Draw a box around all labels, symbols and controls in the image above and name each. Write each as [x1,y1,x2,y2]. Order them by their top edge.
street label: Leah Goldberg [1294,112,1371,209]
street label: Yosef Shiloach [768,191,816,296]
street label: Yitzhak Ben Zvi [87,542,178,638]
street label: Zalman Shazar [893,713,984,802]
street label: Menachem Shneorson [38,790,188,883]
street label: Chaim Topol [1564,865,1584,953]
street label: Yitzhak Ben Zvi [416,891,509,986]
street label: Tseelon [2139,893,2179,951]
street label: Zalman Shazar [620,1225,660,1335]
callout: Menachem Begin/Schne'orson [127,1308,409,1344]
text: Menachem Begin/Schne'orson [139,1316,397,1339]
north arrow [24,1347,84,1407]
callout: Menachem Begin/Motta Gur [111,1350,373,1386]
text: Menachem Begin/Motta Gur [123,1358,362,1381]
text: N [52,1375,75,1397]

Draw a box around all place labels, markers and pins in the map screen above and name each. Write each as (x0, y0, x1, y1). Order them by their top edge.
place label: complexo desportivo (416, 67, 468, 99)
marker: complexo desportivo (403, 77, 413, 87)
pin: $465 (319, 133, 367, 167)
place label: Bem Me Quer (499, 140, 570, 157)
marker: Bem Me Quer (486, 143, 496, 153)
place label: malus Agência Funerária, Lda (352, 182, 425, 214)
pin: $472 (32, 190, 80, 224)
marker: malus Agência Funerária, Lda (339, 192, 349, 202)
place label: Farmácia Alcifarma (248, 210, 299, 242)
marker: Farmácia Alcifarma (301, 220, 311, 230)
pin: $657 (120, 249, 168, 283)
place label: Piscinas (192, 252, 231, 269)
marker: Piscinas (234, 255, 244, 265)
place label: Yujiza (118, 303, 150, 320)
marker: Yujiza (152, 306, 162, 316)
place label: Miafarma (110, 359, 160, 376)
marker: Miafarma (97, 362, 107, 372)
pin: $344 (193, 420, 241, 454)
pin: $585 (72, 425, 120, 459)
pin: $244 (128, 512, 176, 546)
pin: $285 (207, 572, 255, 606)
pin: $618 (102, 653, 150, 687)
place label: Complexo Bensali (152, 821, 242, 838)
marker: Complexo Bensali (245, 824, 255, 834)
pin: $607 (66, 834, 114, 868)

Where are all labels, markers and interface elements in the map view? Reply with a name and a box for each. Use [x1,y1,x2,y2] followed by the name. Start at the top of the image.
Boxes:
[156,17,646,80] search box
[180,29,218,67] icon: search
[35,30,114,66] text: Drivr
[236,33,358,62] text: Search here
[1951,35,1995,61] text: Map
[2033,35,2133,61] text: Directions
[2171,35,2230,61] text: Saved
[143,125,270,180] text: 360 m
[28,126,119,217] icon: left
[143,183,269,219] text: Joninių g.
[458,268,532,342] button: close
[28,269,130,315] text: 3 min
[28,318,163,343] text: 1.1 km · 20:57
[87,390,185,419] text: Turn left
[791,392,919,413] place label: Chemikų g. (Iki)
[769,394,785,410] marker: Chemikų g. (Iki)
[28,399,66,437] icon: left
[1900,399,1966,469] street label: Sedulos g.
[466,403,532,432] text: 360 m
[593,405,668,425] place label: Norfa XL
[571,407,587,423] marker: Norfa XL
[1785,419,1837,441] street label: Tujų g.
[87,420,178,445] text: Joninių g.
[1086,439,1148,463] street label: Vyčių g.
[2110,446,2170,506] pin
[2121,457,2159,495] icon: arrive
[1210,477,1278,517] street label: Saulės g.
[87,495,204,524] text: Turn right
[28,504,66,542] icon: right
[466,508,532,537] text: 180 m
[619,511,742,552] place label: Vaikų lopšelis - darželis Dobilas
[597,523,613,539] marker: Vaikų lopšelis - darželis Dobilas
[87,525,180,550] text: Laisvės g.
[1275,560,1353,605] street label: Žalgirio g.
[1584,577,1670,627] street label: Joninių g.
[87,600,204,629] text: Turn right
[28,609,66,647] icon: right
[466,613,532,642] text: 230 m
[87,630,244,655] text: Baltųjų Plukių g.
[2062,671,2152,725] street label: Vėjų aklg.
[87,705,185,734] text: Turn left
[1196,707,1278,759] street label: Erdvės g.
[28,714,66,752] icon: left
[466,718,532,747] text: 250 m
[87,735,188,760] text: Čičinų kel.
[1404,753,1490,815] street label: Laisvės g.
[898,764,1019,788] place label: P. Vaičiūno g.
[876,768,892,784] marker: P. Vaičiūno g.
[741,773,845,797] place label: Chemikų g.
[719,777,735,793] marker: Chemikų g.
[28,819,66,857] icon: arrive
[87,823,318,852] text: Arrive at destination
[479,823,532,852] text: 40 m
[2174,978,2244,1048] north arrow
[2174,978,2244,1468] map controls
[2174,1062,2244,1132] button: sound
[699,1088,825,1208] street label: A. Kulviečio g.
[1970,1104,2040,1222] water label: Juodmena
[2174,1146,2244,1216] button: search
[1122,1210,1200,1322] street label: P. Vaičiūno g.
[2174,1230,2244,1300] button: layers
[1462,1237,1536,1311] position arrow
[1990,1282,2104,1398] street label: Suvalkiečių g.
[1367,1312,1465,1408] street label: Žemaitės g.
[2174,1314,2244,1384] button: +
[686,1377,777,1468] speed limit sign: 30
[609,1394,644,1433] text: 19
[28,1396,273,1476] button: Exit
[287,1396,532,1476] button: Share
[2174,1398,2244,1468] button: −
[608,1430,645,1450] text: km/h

**Exercise instructions**
Among the records above, find the lines where the word "Norfa" appears and copy them.

**Written answer**
[593,405,668,425] place label: Norfa XL
[571,407,587,423] marker: Norfa XL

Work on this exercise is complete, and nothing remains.